My point is that it is the quality of the thinking behind the case that is important, not whether the case seems to be viable. So, as you may have seen in many organisations, the figures were massaged to get an acceptable answer. These students were meeting their tutor’s expectations of a viable business case, not a realistic one.
If you think this is an extreme case, talk to any Venture Capitalist (VC). I recall one telling me that he had had a business case presented to him only that week. In it, the company grew from none to 20% of revenue coming from overseas. They had no overseas marketing spend, no experience and no overseas sales force, agents or distributors. Apart from that it was fine.
I call this sort of explanation, strategy by hope and magic.
The deeper malaise that goes into business plans
But there are two deeper malaises here.
The first is trying to satisfy the accountants (or in this case the tutors) with a business case that clearly does not work, but has the right answer at the end. By setting an expectation that they must produce both a business case (or not) and one that is viable and profitable, they are painting their students into a corner, driven by expectations rather than business reality. It is as acceptable to demonstrate that this business or investment is not viable as it is to make up numbers that suggest it is viable. That is a triumph of hope over reality. It is suggesting that 3X6 = 32.
Secondly, it is even worse if the students then try and implement these plans only to find out that they are completely unrealistic AFTER they have started spending some money. The purpose of planning and business cases is not to make the business case. The business case is the result. The purpose is to examine the business case and test its viability. Have we considered all the aspects? What footfall would we need to generate £100 of side revenue? What rate of loan and what security would be required? If we went to an angel investor instead, would the terms be different?
It is the thinking process that is more important. As Napoleon once said, “I care nothing for plans. It is the planning that is important.”
What was the lesson these students actually learnt?
And that is what these students should be learning. Damn, if they were going to sit in front of each other, they would ask questions that are designed to check the thinking behind the plans. What assumptions have you made? Does it work? Is it tested? Is the market there? How do you know? What evidence do you have? Do you have the skills?
I only hope that these business studies students learnt the deeper lesson from these sessions. It is not about being shown up and missing pieces of the case. It is much more about running the business in your head as if you are running that business and seeing what is needed to make that happen.
One, and ONLY ONE, dimension of this is the finances. All the other aspects, like where will you sit, how will you reach these customers, do you have the knowledge, will it actually work, are just as important. Any VC will tell you this.
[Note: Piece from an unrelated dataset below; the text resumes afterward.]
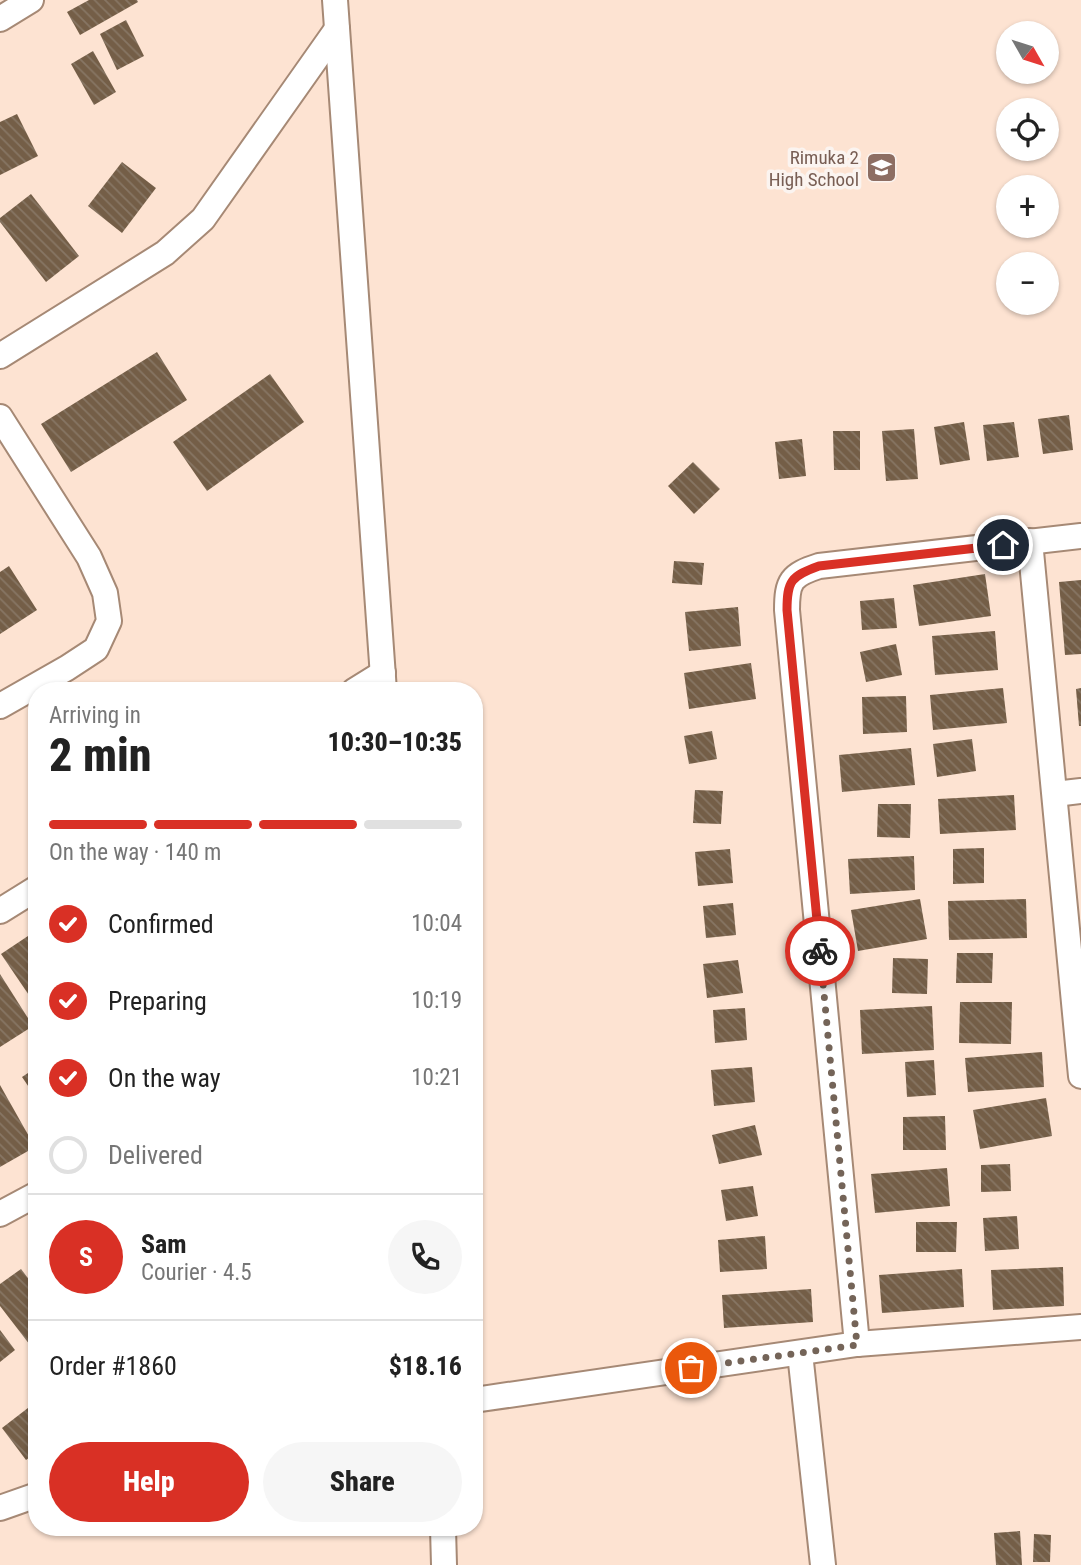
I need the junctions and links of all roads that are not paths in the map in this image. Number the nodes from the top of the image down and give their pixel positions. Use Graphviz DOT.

Anyone who has watched Dragon’s Den (where business ideas are pitched with no warning in front of potential investors), will see people ripped apart for not having thought through their propositions.
A business plan should be allowed to say, “This is not a viable business!”
So, be willing to say, “This is not viable!”. Believe it or not, not every business idea is a money maker. You only have to look at the vast number of insolvencies and business closures to realise that. As long as that result has been done with a thorough analysis, and the options have been considered, that might be the best and correct answer.
VCs and investors do it every day. It is their job to reject business cases. It is ours to also reject such cases if they are not viable.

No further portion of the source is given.